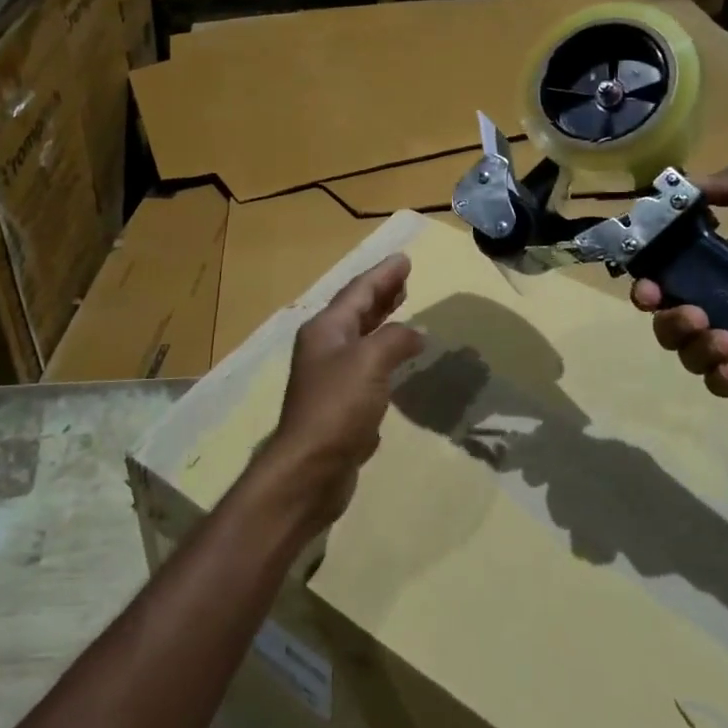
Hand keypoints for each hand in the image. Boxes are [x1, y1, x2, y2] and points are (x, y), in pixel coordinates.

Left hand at [253, 254, 424, 533]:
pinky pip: (366, 366)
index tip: (404, 258)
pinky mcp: (340, 404)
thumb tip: (415, 334)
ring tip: (402, 307)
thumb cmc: (338, 407)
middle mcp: (325, 347)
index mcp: (326, 330)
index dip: (382, 275)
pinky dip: (384, 353)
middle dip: (381, 293)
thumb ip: (395, 339)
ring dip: (382, 320)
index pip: (358, 292)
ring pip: (361, 337)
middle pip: (356, 311)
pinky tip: (397, 358)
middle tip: (404, 278)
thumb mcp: (369, 362)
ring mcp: (330, 376)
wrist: (311, 468)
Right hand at [631, 164, 727, 408]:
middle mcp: (722, 301)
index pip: (666, 272)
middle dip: (667, 318)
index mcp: (723, 263)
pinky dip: (719, 375)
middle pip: (665, 315)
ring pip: (685, 349)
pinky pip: (716, 380)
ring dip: (694, 346)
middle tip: (693, 316)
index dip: (647, 279)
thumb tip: (680, 187)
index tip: (646, 286)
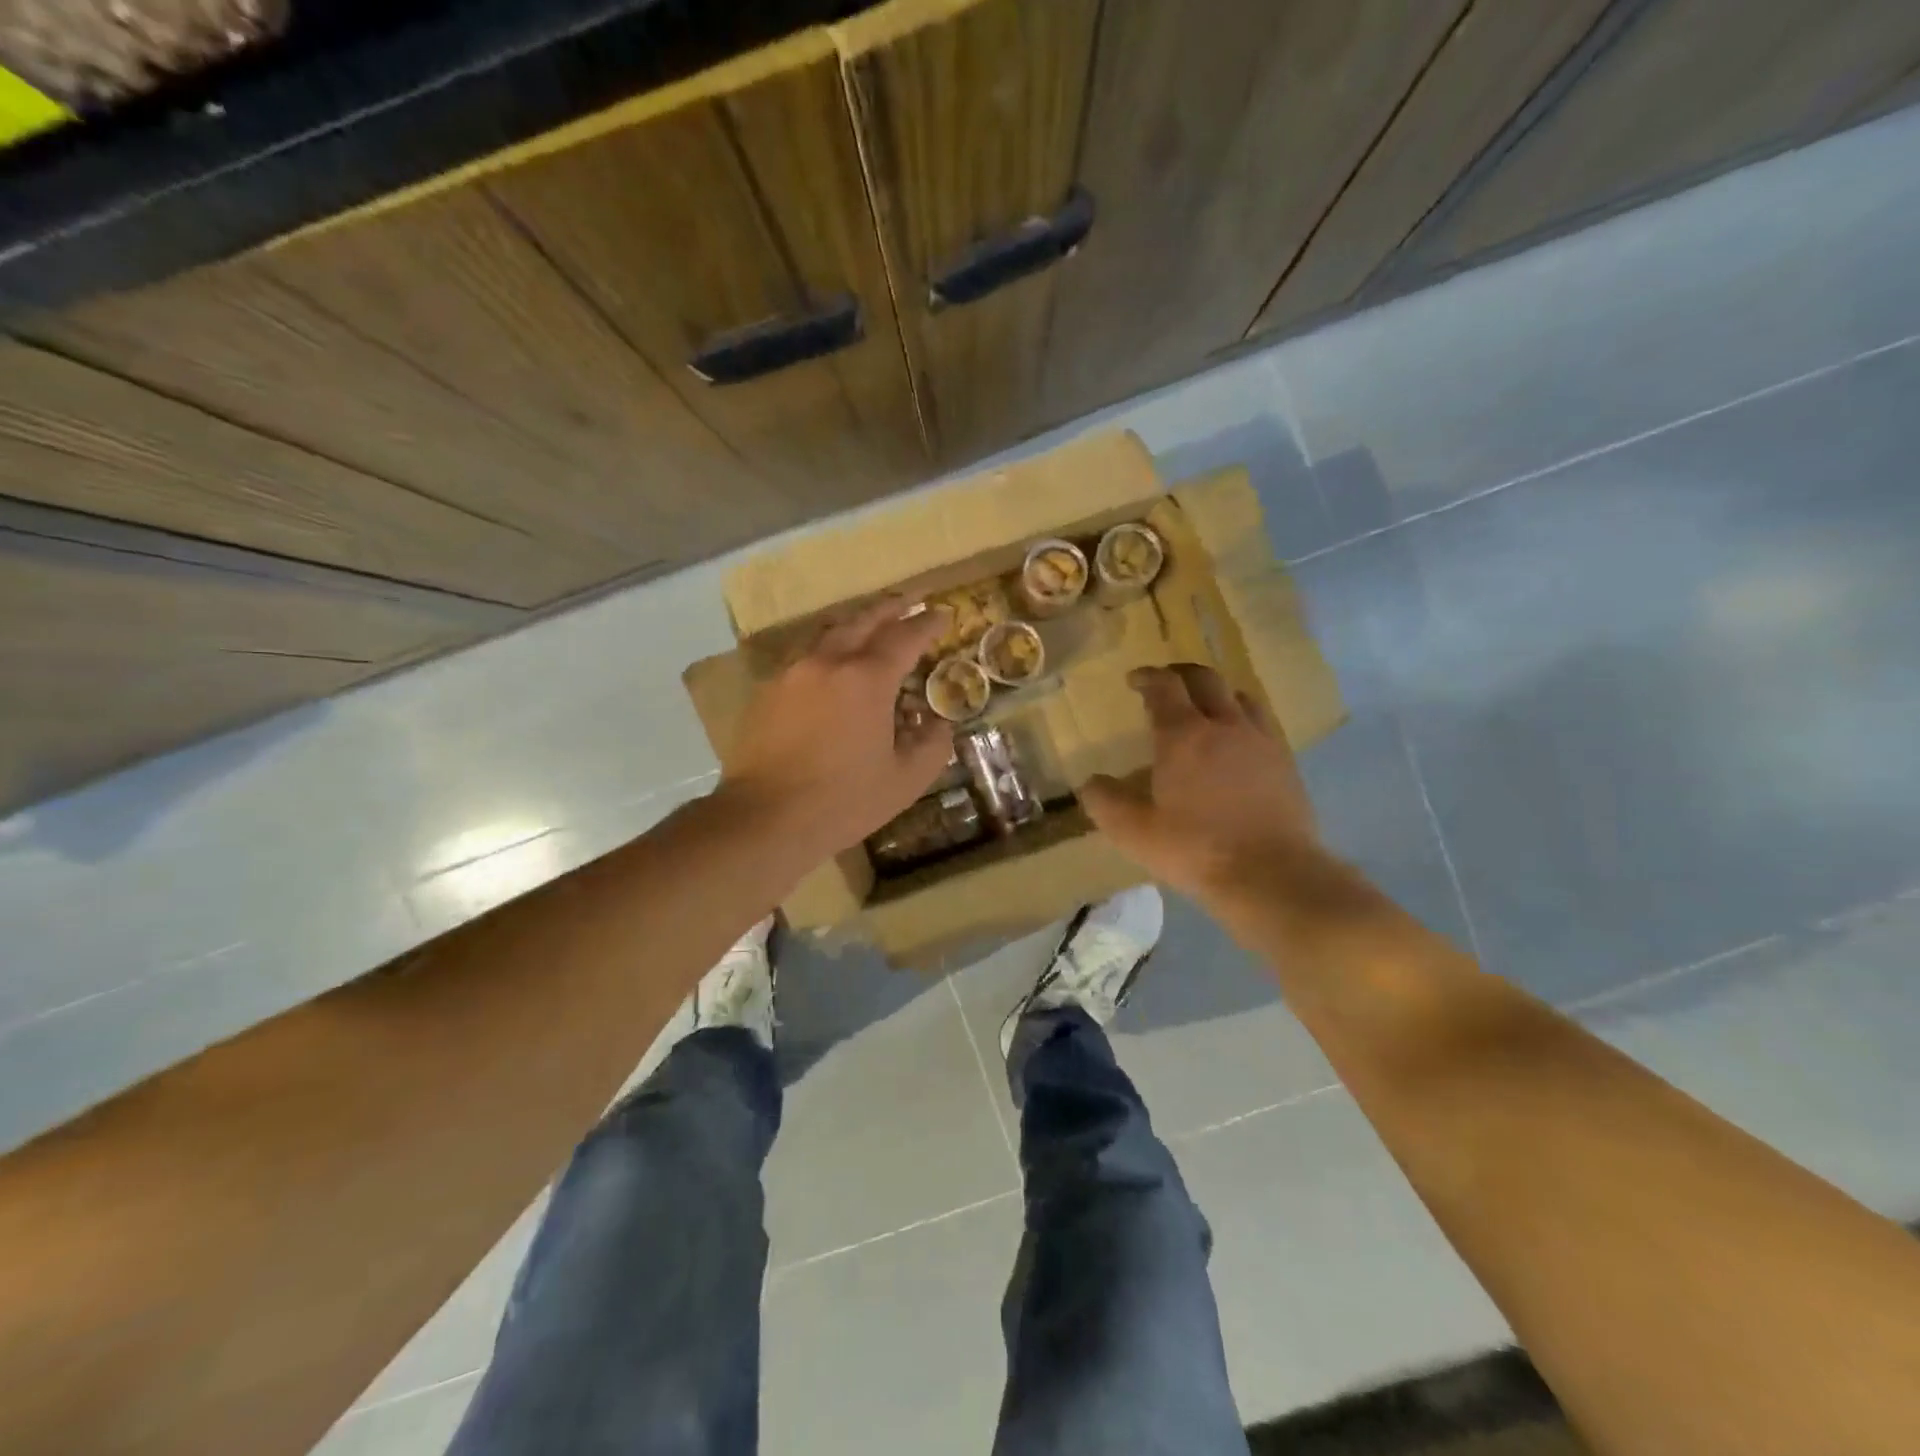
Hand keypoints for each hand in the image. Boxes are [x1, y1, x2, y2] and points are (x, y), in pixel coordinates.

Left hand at [719, 597, 953, 860]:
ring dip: (856, 622)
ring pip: (828, 632)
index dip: (927, 624)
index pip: (904, 638)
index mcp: (866, 679)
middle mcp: (827, 662)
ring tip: (872, 623)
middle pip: (863, 620)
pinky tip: (832, 662)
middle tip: (911, 600)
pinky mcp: (768, 690)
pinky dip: (828, 646)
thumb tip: (938, 723)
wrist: (765, 818)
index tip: (943, 614)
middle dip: (891, 607)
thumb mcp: (905, 781)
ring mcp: (792, 673)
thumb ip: (932, 746)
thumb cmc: (842, 801)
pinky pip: (804, 654)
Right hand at [1081, 664, 1319, 900]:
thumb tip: (1092, 783)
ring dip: (1217, 694)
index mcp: (1183, 736)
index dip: (1147, 677)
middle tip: (1166, 684)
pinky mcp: (1286, 762)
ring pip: (1240, 697)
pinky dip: (1243, 720)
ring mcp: (1261, 741)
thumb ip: (1105, 802)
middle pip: (1205, 679)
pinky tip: (1237, 744)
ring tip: (1205, 709)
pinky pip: (1263, 724)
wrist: (1272, 875)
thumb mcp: (1134, 832)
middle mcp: (1225, 726)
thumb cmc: (1195, 849)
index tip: (1134, 680)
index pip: (1164, 687)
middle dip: (1181, 674)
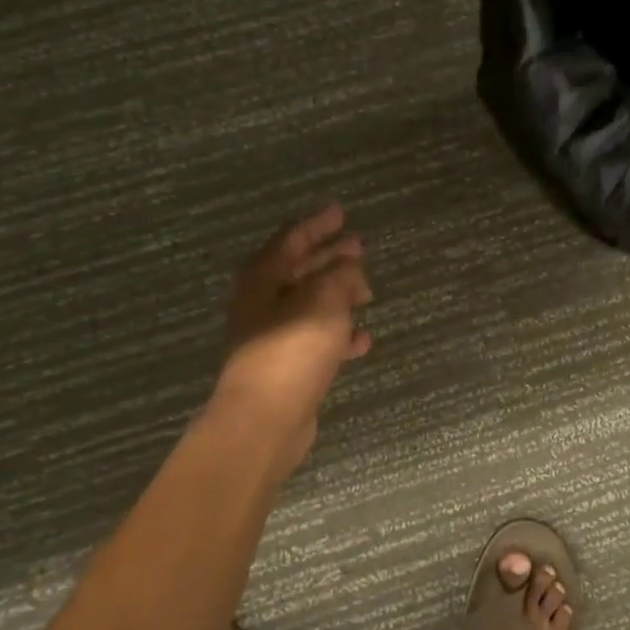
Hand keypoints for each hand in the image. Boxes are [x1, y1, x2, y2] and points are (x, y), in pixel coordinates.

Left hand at [210, 204, 371, 474]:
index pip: (293, 237)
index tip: (341, 211)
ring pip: (311, 304)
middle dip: (330, 257)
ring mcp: (272, 335)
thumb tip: (350, 267)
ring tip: (367, 291)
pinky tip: (362, 339)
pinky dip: (339, 334)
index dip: (319, 223)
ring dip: (338, 295)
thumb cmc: (292, 348)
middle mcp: (262, 301)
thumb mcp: (324, 299)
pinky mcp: (285, 365)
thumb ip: (341, 275)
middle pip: (301, 269)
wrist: (265, 418)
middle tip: (359, 246)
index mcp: (263, 276)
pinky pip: (317, 338)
+ + + +
## Work order
Find the line with "ring tip: (872, 623)" in the entries above. Set down exactly every line from it up to and including the line with "thumb tip: (350, 267)", images excluded.

## Answer box
ring tip: (872, 623)
middle pip: (863, 620)
pinky tip: (832, 662)
middle tip: (911, 600)
pinky mcp: (768, 690)
pinky dip: (828, 646)
thumb tip: (938, 723)
wrist: (765, 818)
index tip: (943, 614)
middle dip: (891, 607)
thumb mcp: (905, 781)
ring mcp: (792, 673)
thumb ip: (932, 746)
thumb cmc: (842, 801)
pinky pip: (804, 654)
Right hand at [1081, 664, 1319, 900]:
thumb tip: (1092, 783)
ring dip: (1217, 694)
index mcp: (1183, 736)
index dip: (1147, 677)
middle tip: (1166, 684)
pinky mcp: (1286, 762)
ring pip: (1240, 697)
pinky dip: (1243, 720)
ring mcp: (1261, 741)
thumb ip: (1105, 802)
middle pip: (1205, 679)
pinky tip: (1237, 744)
ring tip: (1205, 709)
pinky pip: (1263, 724)
wrist: (1272, 875)
thumb mcp: (1134, 832)
middle mcp: (1225, 726)
thumb cmc: (1195, 849)
index tip: (1134, 680)
index pip: (1164, 687)
middle dip: (1181, 674)
Hand keypoints for each hand in the image. Boxes are [x1, y1, x2, y2] and points are (x, y), in pixel coordinates.

Left hand at [210, 204, 371, 474]:
index pip: (293, 237)
index tip: (341, 211)
ring pip: (311, 304)
middle dip: (330, 257)
ring mcp: (272, 335)
thumb tip: (350, 267)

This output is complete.